"No response body" on particular Stripe webhook events

Hi, all!

I’m Stripe on my project and I setup a webhook endpoint following this guide: Stripe Webhooks in Phoenix with Elixir Pattern Matching | Conner Fritz

It uses stripity-stripe, it’s pretty basic and works well, except it sometimes returns “No response body” on some particular events and I’m not sure why.

At first I had this issue consistently and I realized it was because I wasn’t returning a 200 immediately after the event was received, so I overcame it by triggering a Task to do what I need done and returning a 200 right after it.

So the way my webhook handlers look right now is:

defp handle_webhook(%{type: "some.stripe.event.type"}) do
    IO.puts("Something happened")
    Task.start(fn ->
        # Do something potentially slow
    end)
 
    :ok
end

So when the webhook handler returns that :ok the function that receives all webhooks calls a function that returns a 200 as response:

  defp handle_success(conn) do
    conn
    |> put_resp_content_type("text/plain")
    |> send_resp(200, "ok")
  end

So… am I missing something here? Is there something in this pattern that could potentially slow returning 200 to Stripe?

Thank you :slight_smile:

From the code you’ve shown, it looks OK. Although you should probably follow the docs and run your tasks under a supervisor, or better yet use something like Oban so as not to loose anything.

1 Like

Thank you for your answer!

I’m still quite new to Elixir mechanisms for concurrency, what would be the difference of running the tasks under a supervisor?
You mentioned the possibility of losing something… how would something like that happen?

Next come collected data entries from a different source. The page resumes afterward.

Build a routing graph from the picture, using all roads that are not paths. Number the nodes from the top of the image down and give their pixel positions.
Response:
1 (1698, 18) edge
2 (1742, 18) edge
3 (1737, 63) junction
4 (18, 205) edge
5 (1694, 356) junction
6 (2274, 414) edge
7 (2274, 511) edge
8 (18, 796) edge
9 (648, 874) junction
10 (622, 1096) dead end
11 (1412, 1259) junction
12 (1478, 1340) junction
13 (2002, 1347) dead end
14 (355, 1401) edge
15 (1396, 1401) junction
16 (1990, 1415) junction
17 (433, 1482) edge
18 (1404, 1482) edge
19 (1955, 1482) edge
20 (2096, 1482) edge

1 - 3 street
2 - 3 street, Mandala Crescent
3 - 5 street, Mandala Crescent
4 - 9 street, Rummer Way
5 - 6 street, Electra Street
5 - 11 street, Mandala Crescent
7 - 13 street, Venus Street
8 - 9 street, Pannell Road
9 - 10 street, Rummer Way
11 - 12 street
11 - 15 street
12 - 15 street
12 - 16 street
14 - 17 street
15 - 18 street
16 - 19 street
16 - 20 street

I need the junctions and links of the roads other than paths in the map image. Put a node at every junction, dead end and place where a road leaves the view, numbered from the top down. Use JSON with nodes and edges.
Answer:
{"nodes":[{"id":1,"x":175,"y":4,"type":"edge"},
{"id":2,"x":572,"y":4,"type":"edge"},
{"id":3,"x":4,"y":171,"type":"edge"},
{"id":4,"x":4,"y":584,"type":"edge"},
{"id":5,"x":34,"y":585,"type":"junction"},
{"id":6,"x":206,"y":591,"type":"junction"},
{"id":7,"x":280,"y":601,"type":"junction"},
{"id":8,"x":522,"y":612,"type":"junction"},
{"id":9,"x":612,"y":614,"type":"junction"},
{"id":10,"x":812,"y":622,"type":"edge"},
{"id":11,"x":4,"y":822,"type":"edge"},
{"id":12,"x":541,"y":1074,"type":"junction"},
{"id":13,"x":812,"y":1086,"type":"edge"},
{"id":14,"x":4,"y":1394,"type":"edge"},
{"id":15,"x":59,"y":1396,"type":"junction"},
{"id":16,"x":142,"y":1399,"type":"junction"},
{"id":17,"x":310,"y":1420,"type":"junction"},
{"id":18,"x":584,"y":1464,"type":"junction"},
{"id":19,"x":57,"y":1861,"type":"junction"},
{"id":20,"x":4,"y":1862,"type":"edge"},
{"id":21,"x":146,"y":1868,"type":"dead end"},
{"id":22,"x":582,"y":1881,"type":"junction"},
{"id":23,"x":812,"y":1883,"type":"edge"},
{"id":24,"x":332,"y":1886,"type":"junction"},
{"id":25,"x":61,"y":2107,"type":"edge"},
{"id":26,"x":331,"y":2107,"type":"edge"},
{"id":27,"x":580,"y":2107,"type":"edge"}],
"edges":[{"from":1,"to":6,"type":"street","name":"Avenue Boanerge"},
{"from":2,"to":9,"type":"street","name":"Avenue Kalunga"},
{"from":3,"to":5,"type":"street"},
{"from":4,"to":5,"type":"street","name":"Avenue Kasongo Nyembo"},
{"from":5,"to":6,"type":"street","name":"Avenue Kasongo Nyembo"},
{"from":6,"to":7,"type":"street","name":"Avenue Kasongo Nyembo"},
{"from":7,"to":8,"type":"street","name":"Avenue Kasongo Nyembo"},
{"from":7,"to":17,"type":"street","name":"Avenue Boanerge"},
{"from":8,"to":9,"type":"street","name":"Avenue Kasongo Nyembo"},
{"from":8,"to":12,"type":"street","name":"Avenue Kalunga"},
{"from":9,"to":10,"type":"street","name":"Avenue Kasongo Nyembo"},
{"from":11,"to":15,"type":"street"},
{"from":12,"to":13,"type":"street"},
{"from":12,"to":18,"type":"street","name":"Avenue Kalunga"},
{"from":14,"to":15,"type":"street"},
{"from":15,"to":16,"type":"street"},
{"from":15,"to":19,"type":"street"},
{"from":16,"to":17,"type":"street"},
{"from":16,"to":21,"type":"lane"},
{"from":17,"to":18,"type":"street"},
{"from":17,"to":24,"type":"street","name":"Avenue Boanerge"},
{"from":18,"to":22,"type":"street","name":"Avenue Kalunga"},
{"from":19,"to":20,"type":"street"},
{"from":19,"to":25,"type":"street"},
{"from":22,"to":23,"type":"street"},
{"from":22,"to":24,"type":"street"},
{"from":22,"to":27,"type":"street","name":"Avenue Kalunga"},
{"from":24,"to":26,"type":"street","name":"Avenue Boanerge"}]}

When you start a task under a supervisor, you’re getting better observability (via the observer) and proper graceful shutdown - when you’re shutting down your application (e.g. because you’re doing a deployment of a new version), the application will wait until the task completes. The docs for Task.start:

If the current node is shutdown, the node will terminate even if the task was not completed. For this reason, we recommend to use Task.Supervisor.start_child/2 instead, which allows you to control the shutdown time via the :shutdown option.

With just Task.start, the VM shutdown will just kill the task immediately, which means you might “loose” the webhook (Stripe won’t retry as you’ve confirmed it’s been accepted).

Moving to a Task.Supervisor is pretty straightforward:

  • Add {Task.Supervisor, name: MyApp.TaskSupervisor} to your children in MyApp.Application,
  • Start tasks under the supervisor with Task.Supervisor.start_child:
Task.Supervisor.start_child(MyApp.TaskSupervisor, fn ->
  IO.puts "I am running in a task"
end)

start_child seems to be what you need in your use case, but see the docs if you need to await for the result of the task.

The rule of thumb is that no task should run unsupervised (if the task completes before the code that invokes it, you should be fine with using them directly though).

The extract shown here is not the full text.